Exercise: Copy the entries word for word. Keep the pictures out.

++++ Supplied material ++++

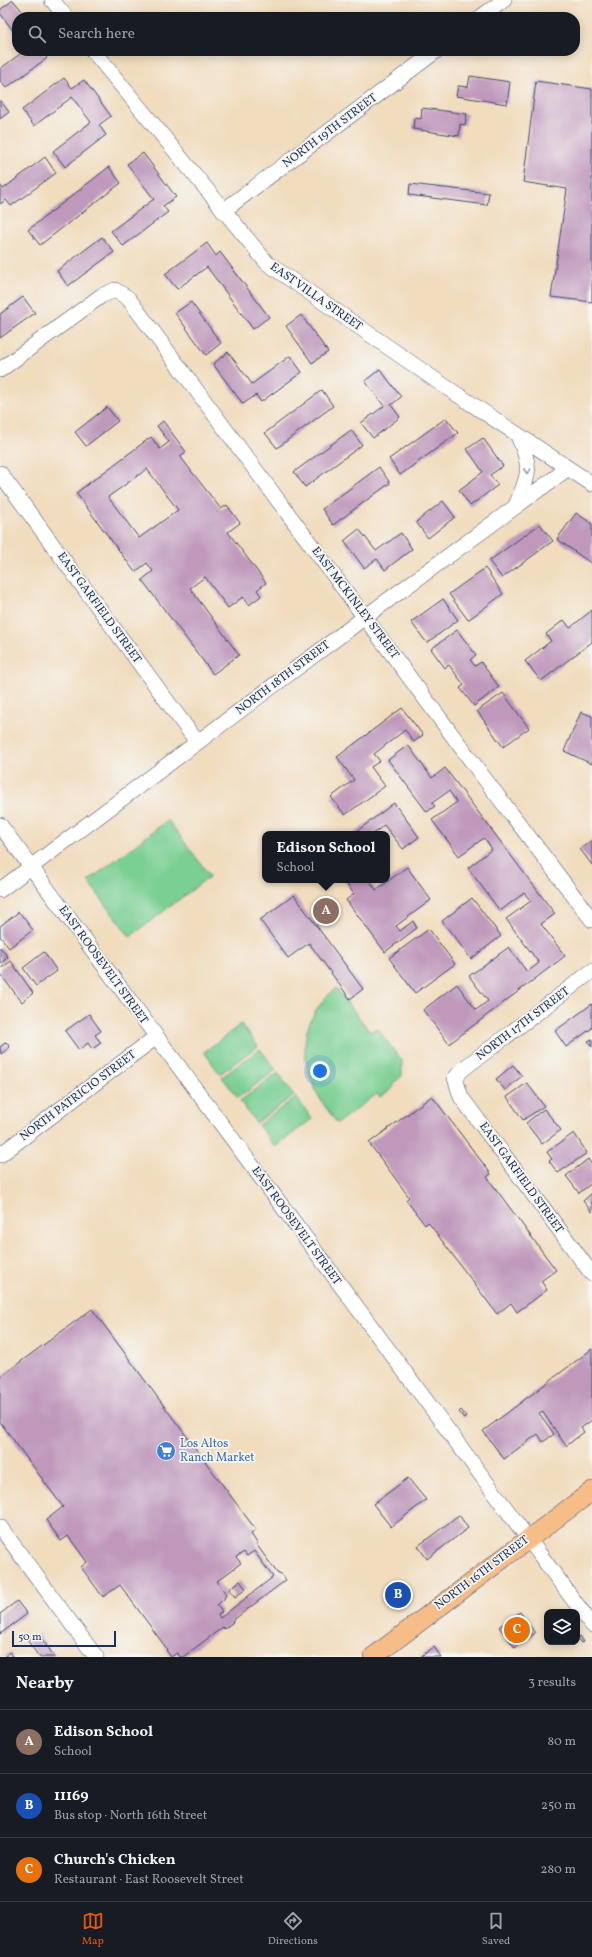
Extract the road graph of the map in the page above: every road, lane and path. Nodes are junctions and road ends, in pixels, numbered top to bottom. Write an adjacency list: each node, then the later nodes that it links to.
1 (52, 0): 3 (street)
2 (504, 0): 4 (street)
3 (62, 12)
4 (488, 12)
5 (97, 56): 7 (street, EAST VILLA STREET)
6 (429, 56): 7 (street, NORTH 19TH STREET)
7 (223, 211): 9 (street, EAST VILLA STREET)
8 (0, 370): 14 (street, EAST MCKINLEY STREET)
9 (518, 436): 10 (street, EAST VILLA STREET); 13 (street, one-way to 13)
10 (568, 469): 12 (street, EAST VILLA STREET); 13 (street, NORTH 18TH STREET)
11 (0, 473): 15 (street, EAST GARFIELD STREET)
12 (592, 484)
13 (515, 506): 14 (street, NORTH 18TH STREET)
14 (365, 617): 15 (street, NORTH 18TH STREET); 19 (street, EAST MCKINLEY STREET)
15 (197, 742): 17 (street, NORTH 18TH STREET)
16 (0, 825): 17 (street, EAST ROOSEVELT STREET)
17 (30, 866): 18 (street, NORTH 18TH STREET); 21 (street, EAST ROOSEVELT STREET)
18 (0, 890)
19 (592, 920)
20 (592, 971): 22 (street, NORTH 17TH STREET)
21 (156, 1037): 23 (street, NORTH PATRICIO STREET); 27 (street, EAST ROOSEVELT STREET)
22 (455, 1078): 24 (street, EAST GARFIELD STREET)
23 (0, 1155)
24 (592, 1274)
25 (592, 1491): 27 (main road, NORTH 16TH STREET)
26 (0, 1527): 29 (street)
27 (527, 1540): 28 (street, EAST ROOSEVELT STREET); 30 (main road, NORTH 16TH STREET)
28 (592, 1626)
29 (96, 1657)
30 (374, 1657)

++++

Output below:
Extract the road graph of the map in the page above: every road, lane and path. Nodes are junctions and road ends, in pixels, numbered top to bottom. Write an adjacency list: each node, then the later nodes that it links to.
1 (52, 0): 3 (street)
2 (504, 0): 4 (street)
3 (62, 12)
4 (488, 12)
5 (97, 56): 7 (street, EAST VILLA STREET)
6 (429, 56): 7 (street, NORTH 19TH STREET)
7 (223, 211): 9 (street, EAST VILLA STREET)
8 (0, 370): 14 (street, EAST MCKINLEY STREET)
9 (518, 436): 10 (street, EAST VILLA STREET); 13 (street, one-way to 13)
10 (568, 469): 12 (street, EAST VILLA STREET); 13 (street, NORTH 18TH STREET)
11 (0, 473): 15 (street, EAST GARFIELD STREET)
12 (592, 484)
13 (515, 506): 14 (street, NORTH 18TH STREET)
14 (365, 617): 15 (street, NORTH 18TH STREET); 19 (street, EAST MCKINLEY STREET)
15 (197, 742): 17 (street, NORTH 18TH STREET)
16 (0, 825): 17 (street, EAST ROOSEVELT STREET)
17 (30, 866): 18 (street, NORTH 18TH STREET); 21 (street, EAST ROOSEVELT STREET)
18 (0, 890)
19 (592, 920)
20 (592, 971): 22 (street, NORTH 17TH STREET)
21 (156, 1037): 23 (street, NORTH PATRICIO STREET); 27 (street, EAST ROOSEVELT STREET)
22 (455, 1078): 24 (street, EAST GARFIELD STREET)
23 (0, 1155)
24 (592, 1274)
25 (592, 1491): 27 (main road, NORTH 16TH STREET)
26 (0, 1527): 29 (street)
27 (527, 1540): 28 (street, EAST ROOSEVELT STREET); 30 (main road, NORTH 16TH STREET)
28 (592, 1626)
29 (96, 1657)
30 (374, 1657)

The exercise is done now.